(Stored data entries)

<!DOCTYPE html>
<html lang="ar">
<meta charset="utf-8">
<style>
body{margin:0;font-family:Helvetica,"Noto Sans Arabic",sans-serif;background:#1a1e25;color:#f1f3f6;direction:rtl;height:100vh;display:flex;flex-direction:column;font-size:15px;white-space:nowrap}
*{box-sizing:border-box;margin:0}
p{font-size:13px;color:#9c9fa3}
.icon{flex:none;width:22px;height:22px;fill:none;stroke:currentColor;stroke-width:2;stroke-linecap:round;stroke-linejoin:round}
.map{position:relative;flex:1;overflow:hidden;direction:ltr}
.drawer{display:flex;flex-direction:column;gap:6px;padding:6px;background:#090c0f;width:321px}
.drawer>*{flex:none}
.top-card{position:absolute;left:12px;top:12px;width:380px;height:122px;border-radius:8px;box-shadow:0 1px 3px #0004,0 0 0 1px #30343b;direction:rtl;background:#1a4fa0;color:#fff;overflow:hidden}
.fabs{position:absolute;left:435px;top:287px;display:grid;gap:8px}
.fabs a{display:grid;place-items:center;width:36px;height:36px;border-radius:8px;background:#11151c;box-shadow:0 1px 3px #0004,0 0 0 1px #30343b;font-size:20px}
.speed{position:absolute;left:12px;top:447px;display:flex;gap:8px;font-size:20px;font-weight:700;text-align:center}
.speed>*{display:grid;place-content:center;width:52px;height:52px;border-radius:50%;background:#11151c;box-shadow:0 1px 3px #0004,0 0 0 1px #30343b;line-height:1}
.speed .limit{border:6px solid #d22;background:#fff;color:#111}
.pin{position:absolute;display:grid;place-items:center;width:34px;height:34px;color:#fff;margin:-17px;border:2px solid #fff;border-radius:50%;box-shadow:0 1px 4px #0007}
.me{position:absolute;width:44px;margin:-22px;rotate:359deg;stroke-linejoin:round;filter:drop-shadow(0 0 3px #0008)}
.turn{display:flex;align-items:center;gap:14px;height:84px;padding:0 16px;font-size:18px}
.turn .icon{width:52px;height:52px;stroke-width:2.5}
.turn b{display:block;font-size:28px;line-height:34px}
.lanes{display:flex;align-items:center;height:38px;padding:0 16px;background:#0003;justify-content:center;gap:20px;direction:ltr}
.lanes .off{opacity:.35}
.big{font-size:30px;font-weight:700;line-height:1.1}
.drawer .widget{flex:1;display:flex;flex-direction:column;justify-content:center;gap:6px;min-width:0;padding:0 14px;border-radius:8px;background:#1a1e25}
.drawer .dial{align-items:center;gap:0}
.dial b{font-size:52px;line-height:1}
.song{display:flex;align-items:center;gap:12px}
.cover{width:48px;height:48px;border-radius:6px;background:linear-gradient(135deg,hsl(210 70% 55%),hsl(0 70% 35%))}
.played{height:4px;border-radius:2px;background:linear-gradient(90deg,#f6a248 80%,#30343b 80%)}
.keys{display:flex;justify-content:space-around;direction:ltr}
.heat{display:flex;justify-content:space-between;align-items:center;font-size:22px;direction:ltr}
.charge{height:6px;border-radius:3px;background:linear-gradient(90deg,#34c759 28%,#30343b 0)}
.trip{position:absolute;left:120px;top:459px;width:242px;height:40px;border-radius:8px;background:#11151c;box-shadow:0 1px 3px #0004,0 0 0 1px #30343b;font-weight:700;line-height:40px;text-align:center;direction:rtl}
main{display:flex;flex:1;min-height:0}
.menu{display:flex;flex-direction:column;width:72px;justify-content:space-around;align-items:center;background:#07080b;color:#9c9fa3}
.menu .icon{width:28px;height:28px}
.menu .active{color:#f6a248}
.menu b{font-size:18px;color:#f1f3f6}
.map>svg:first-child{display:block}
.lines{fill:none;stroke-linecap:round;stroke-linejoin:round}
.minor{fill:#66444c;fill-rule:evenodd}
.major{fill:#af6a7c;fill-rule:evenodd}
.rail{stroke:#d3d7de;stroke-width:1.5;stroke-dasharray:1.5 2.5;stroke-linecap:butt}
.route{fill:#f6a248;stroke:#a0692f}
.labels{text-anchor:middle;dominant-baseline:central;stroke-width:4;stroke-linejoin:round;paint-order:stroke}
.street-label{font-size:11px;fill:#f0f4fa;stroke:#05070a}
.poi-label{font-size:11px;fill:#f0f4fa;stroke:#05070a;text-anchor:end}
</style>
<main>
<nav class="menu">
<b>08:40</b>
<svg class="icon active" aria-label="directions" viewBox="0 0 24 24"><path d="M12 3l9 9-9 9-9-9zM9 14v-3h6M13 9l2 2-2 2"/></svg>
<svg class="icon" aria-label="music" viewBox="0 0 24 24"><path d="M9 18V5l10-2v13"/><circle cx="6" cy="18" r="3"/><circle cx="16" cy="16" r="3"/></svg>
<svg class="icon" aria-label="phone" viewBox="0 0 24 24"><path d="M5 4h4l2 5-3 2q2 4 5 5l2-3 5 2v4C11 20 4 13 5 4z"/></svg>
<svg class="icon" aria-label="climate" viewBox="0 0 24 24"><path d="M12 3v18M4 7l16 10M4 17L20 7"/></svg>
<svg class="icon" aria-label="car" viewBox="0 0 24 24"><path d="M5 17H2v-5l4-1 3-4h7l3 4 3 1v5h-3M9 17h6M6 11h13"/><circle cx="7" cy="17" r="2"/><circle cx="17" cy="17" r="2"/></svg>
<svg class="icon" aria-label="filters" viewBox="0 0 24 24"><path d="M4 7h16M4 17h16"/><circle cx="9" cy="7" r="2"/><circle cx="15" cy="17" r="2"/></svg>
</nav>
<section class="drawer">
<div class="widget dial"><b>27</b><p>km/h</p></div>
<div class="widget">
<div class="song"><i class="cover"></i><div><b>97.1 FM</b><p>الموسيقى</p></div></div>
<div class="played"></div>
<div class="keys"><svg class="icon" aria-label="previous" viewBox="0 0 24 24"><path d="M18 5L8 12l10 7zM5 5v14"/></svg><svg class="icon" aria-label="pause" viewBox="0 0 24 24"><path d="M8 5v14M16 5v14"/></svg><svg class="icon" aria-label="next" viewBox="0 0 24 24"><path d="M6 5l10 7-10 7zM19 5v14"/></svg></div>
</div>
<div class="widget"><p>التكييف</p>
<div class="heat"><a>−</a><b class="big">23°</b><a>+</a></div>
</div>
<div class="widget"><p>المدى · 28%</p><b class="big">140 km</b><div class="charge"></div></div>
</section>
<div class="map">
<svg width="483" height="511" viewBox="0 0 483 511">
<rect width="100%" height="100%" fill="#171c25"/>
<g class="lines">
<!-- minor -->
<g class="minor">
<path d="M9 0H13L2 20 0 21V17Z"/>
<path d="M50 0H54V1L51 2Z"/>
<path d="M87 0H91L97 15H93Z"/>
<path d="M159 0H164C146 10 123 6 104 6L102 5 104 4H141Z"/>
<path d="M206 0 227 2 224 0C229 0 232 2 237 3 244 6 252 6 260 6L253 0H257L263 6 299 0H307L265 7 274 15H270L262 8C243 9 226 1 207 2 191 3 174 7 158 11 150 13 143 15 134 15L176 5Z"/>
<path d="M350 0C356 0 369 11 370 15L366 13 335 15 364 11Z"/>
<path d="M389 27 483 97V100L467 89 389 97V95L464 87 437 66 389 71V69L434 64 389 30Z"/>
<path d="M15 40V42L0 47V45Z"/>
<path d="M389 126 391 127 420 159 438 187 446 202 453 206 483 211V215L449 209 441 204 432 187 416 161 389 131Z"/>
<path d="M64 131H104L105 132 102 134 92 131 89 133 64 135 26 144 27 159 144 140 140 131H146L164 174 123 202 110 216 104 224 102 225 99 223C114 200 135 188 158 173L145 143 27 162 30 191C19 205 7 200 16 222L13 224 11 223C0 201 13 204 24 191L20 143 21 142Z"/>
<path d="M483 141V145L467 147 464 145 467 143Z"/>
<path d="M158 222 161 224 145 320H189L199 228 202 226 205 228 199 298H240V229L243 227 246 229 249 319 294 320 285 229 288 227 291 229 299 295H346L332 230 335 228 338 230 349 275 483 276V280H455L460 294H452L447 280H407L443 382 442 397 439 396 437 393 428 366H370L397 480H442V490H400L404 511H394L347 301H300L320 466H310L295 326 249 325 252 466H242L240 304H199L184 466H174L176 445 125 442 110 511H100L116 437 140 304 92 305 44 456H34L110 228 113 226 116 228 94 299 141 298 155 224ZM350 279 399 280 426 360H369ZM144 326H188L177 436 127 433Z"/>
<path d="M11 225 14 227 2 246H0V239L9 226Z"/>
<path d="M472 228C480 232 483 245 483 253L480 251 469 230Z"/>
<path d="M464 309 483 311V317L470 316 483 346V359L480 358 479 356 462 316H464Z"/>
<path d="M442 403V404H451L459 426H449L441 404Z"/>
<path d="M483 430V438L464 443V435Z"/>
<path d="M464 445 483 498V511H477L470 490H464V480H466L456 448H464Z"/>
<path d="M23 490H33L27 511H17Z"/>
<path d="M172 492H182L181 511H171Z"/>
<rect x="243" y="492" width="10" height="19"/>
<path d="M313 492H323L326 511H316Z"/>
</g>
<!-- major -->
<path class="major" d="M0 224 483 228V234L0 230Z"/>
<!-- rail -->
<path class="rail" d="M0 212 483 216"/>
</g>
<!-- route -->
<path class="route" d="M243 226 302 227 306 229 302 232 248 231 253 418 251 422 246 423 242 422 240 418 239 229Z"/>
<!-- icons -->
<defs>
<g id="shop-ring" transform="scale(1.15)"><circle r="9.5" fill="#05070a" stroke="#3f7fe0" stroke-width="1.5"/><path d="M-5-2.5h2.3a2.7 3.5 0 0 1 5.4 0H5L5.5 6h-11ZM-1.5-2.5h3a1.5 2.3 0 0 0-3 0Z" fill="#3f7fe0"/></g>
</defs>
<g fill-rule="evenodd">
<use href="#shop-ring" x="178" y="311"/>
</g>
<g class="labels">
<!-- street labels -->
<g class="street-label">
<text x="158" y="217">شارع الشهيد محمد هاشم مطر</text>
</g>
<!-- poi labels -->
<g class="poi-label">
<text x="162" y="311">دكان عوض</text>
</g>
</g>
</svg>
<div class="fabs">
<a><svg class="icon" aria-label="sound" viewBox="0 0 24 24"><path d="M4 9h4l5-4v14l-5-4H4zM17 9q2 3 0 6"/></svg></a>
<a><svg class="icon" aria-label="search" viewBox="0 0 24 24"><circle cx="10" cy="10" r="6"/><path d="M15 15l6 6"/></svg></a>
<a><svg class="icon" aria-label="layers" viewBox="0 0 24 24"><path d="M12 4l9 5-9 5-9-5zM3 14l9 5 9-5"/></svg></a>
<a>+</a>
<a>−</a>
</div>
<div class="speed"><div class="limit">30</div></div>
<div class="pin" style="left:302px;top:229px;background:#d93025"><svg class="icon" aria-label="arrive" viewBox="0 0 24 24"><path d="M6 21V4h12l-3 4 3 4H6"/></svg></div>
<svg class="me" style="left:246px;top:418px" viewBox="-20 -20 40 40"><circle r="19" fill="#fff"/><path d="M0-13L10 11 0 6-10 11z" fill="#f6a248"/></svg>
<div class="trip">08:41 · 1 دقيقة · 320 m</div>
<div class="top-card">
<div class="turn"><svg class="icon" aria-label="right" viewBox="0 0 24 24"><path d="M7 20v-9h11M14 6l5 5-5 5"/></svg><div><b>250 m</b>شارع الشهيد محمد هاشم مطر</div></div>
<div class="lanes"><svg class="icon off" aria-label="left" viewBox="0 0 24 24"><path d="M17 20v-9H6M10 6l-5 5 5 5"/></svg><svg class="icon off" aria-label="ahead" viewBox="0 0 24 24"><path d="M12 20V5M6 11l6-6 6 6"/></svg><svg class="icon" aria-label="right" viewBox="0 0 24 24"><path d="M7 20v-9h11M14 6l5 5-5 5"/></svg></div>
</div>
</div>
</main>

• **Prompt**: Where a line in the records above contains "rule", include it in the count, and give only that number.

• **Task answer**: 3